Umah Ramah memandang bahwa bahaya laten kekerasan seksual di pesantren itu terjadi karena beberapa hal, diantaranya karena kuatnya ketimpangan relasi kuasa di dalam pesantren. Kedua, tidak adanya mekanisme pengawasan terhadap pesantren maupun mekanisme penanganan kasus kekerasan seksual di pesantren. Ketiga, tradisi pengetahuan seksualitas di pesantren masih melanggengkan ketimpangan relasi perempuan dan laki-laki. Keempat, santri, terutama santri perempuan, tidak mempunyai akses yang leluasa untuk berkomunikasi dengan dunia luar, termasuk untuk menceritakan kekerasan seksual yang dialaminya di pesantren.
REKOMENDASI
Umah Ramah mendorong agar kita semua, masyarakat, pihak pesantren, orangtua santri, dan pemerintah untuk menyadari bahaya laten ini serta segera melakukan berbagai tindakan untuk mencegah kekerasan seksual terulang kembali.

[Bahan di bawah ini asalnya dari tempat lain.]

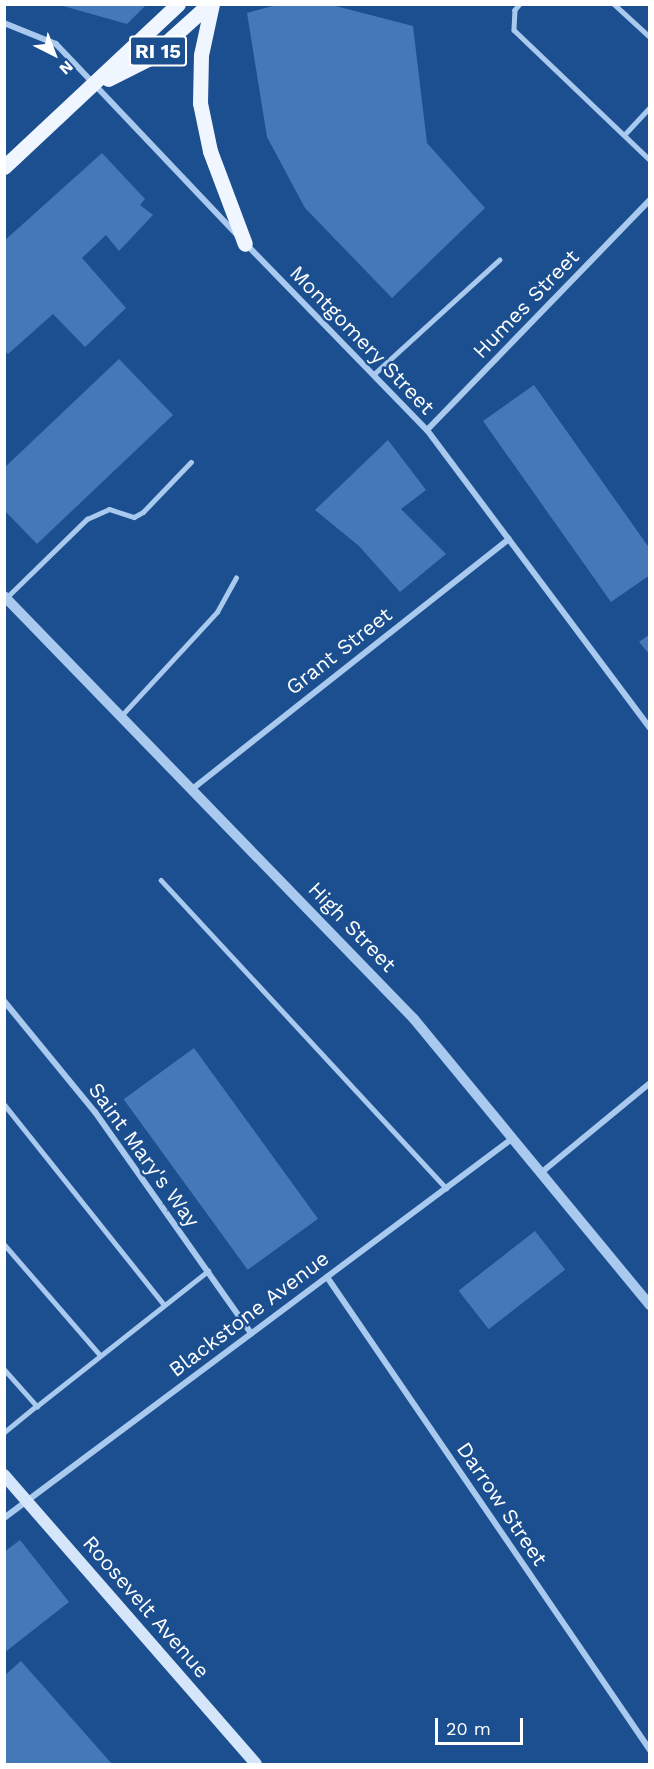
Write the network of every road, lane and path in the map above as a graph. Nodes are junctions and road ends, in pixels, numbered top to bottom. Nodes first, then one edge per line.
1 (178, 4) edge
2 (210, 4) edge
3 (520, 4) edge
4 (614, 4) edge
5 (4, 23) edge
6 (650, 37) edge
7 (98, 84) junction
8 (650, 108) edge
9 (624, 135) junction
10 (650, 160) edge
11 (4, 167) edge
12 (650, 200) edge
13 (245, 244) junction
14 (499, 260) dead end
15 (373, 375) junction
16 (427, 430) junction
17 (191, 462) dead end
18 (509, 539) junction
19 (236, 578) dead end
20 (5, 597) edge
21 (120, 717) junction
22 (650, 728) edge
23 (190, 791) junction
24 (161, 880) dead end
25 (4, 1001) edge
26 (11, 1009) junction
27 (4, 1014) edge
28 (650, 1083) edge
29 (4, 1104) edge
30 (513, 1137) junction
31 (542, 1172) junction
32 (446, 1188) junction
33 (4, 1244) edge
34 (208, 1271) junction
35 (327, 1277) junction
36 (163, 1303) junction
37 (650, 1305) edge
38 (251, 1333) junction
39 (100, 1355) junction
40 (4, 1369) edge
41 (37, 1406) junction
42 (4, 1432) edge
43 (4, 1475) edge
44 (27, 1501) junction
45 (4, 1518) edge
46 (650, 1750) edge
47 (256, 1764) edge

1 - 7 main road, RI 15
2 - 7 main road, RI 15
2 - 13 main road
3 - 9 lane
4 - 6 lane
5 - 7 street, Montgomery Street
7 - 11 main road, RI 15
7 - 13 street, Montgomery Street
8 - 9 lane
9 - 10 lane
12 - 16 street, Humes Street
13 - 15 street, Montgomery Street
14 - 15 lane
15 - 16 street, Montgomery Street
16 - 18 street, Montgomery Street
17 - 20 lane
18 - 22 street, Montgomery Street
18 - 23 street, Grant Street
19 - 21 lane
20 - 21 street, High Street
21 - 23 street, High Street
23 - 30 street, High Street
24 - 32 lane
25 - 26 street, Saint Mary's Way
26 - 27 lane
26 - 34 street, Saint Mary's Way
28 - 31 street
29 - 36 lane
30 - 31 street, High Street
30 - 32 street, Blackstone Avenue
31 - 37 street, High Street
32 - 35 street, Blackstone Avenue
33 - 39 lane
34 - 36 lane
34 - 38 street, Saint Mary's Way
35 - 38 street, Blackstone Avenue
35 - 46 street, Darrow Street
36 - 39 lane
38 - 44 street, Blackstone Avenue
39 - 41 lane
40 - 41 lane
41 - 42 lane
43 - 44 main road, Roosevelt Avenue
44 - 45 street, Blackstone Avenue
44 - 47 main road, Roosevelt Avenue

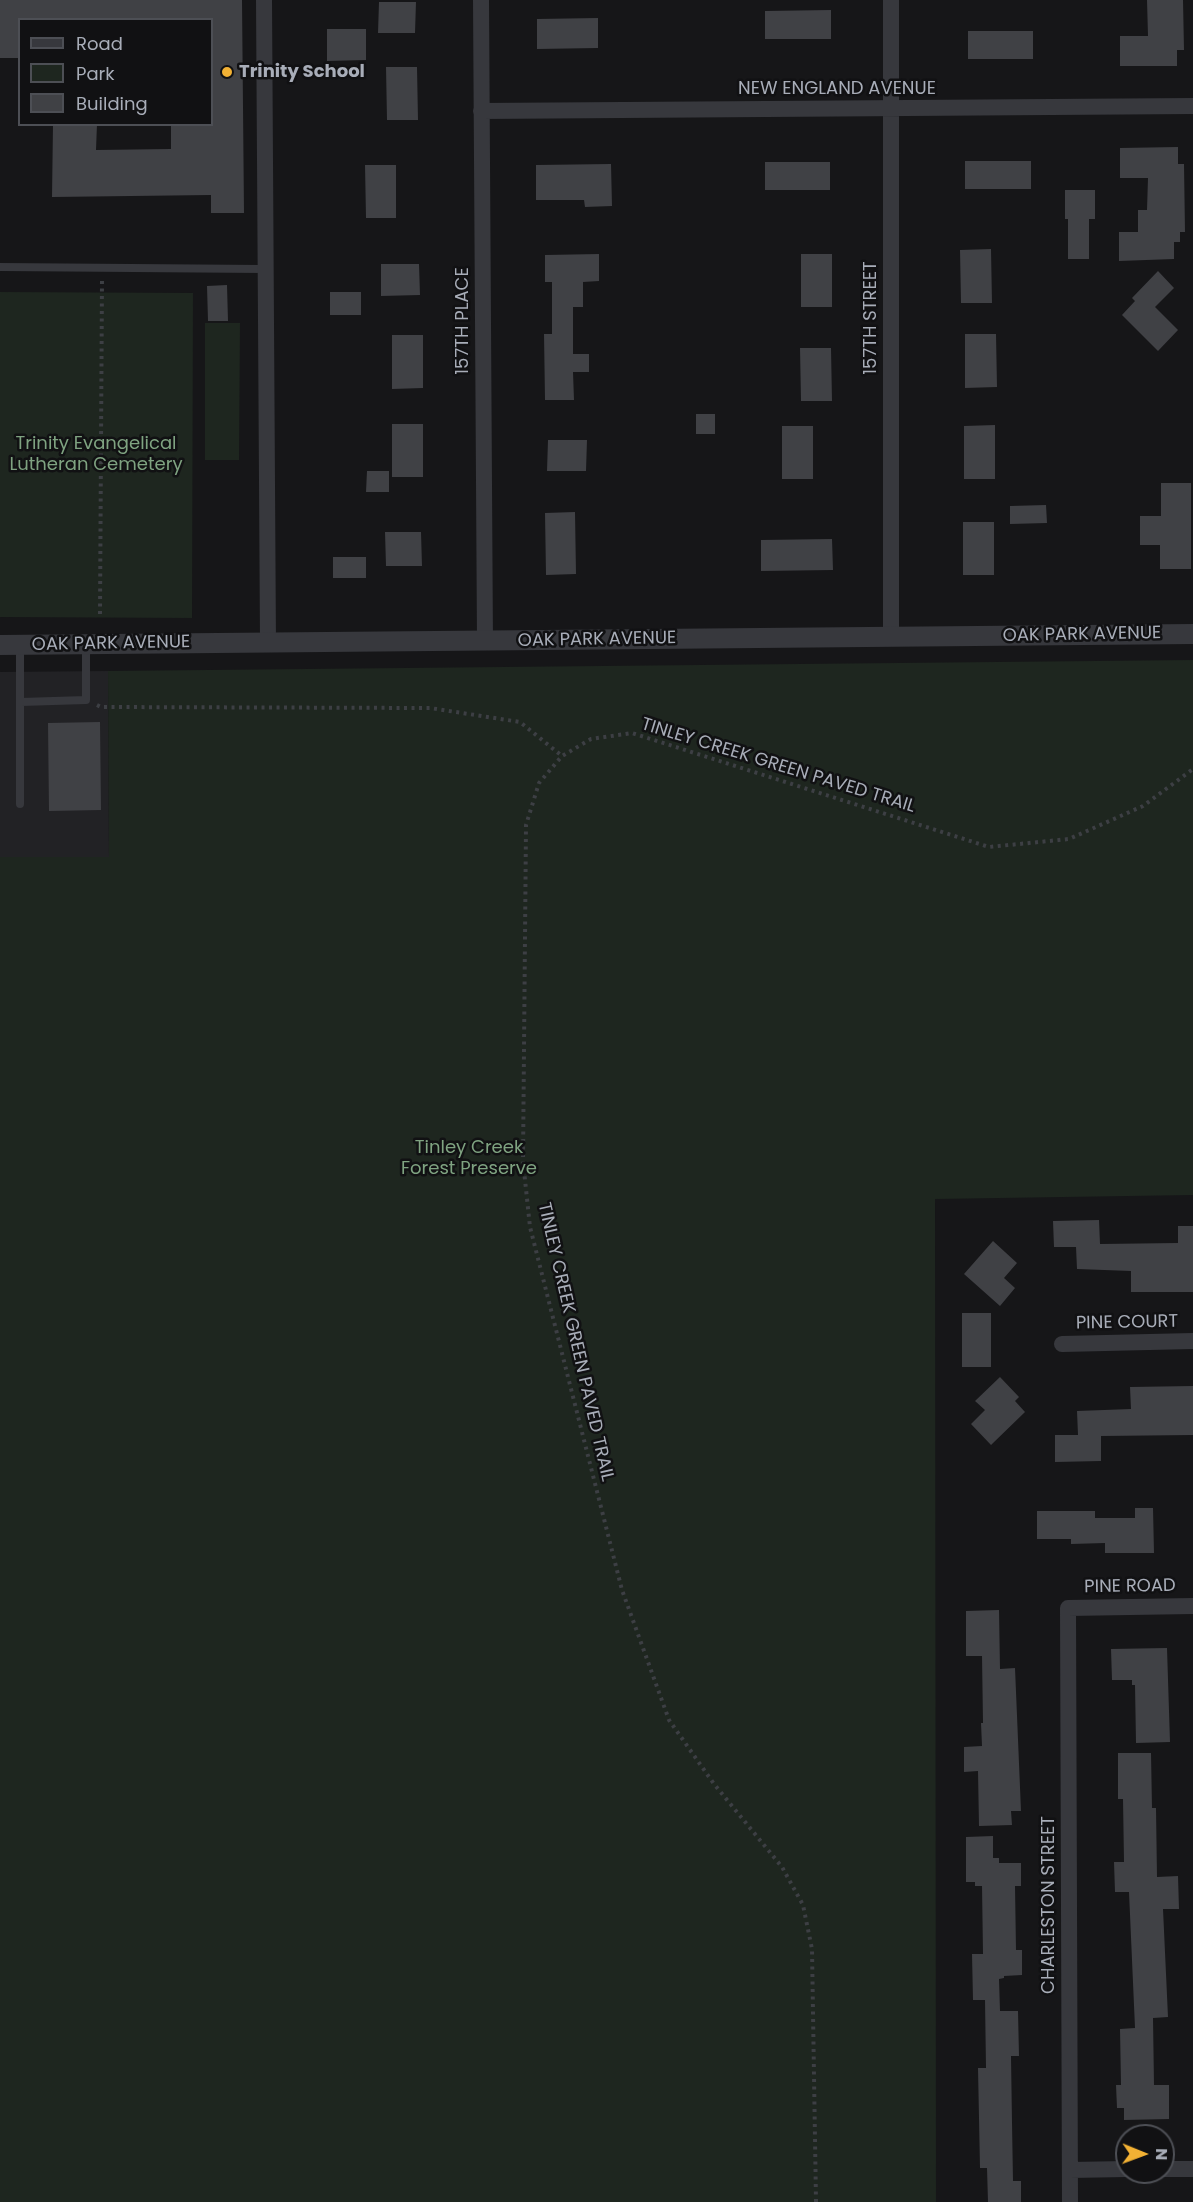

Umah Ramah merekomendasikan dua hal sebagai berikut:
1. Mendorong terciptanya mekanisme, baik pengawasan maupun penanganan kasus kekerasan seksual di pesantren sehingga para santri bisa belajar dan memperdalam ilmu agama dengan baik, aman, nyaman, dan sehat, baik secara fisik maupun mental. Mekanisme ini bisa berbentuk apapun dari mulai surat kesepakatan bersama para wali santri, masyarakat dengan pihak pesantren, bisa peraturan atau standar operasional pesantren, peraturan menteri maupun undang-undang. Pesantren juga bisa menggandeng masyarakat dan pihak-pihak terkait, lembaga pemberi layanan, lembaga kesehatan maupun penegak hukum untuk membangun ruang yang aman dan nyaman yang berbasis pada komunitas pesantren.
2. Mendorong munculnya tradisi pengetahuan baru tentang seksualitas, kespro, dan kekerasan seksual yang berkeadilan dan berkemanusiaan, dengan bersumber dari nilai-nilai Islam yang rahmatan lil ‘alamin serta kearifan lokal. Pesantren harus mampu untuk menggali sumber-sumber pengetahuan baru tentang hal ini untuk memastikan kondisi tubuh maupun jiwa santri tidak terganggu masalah-masalah traumatis karena kekerasan seksual.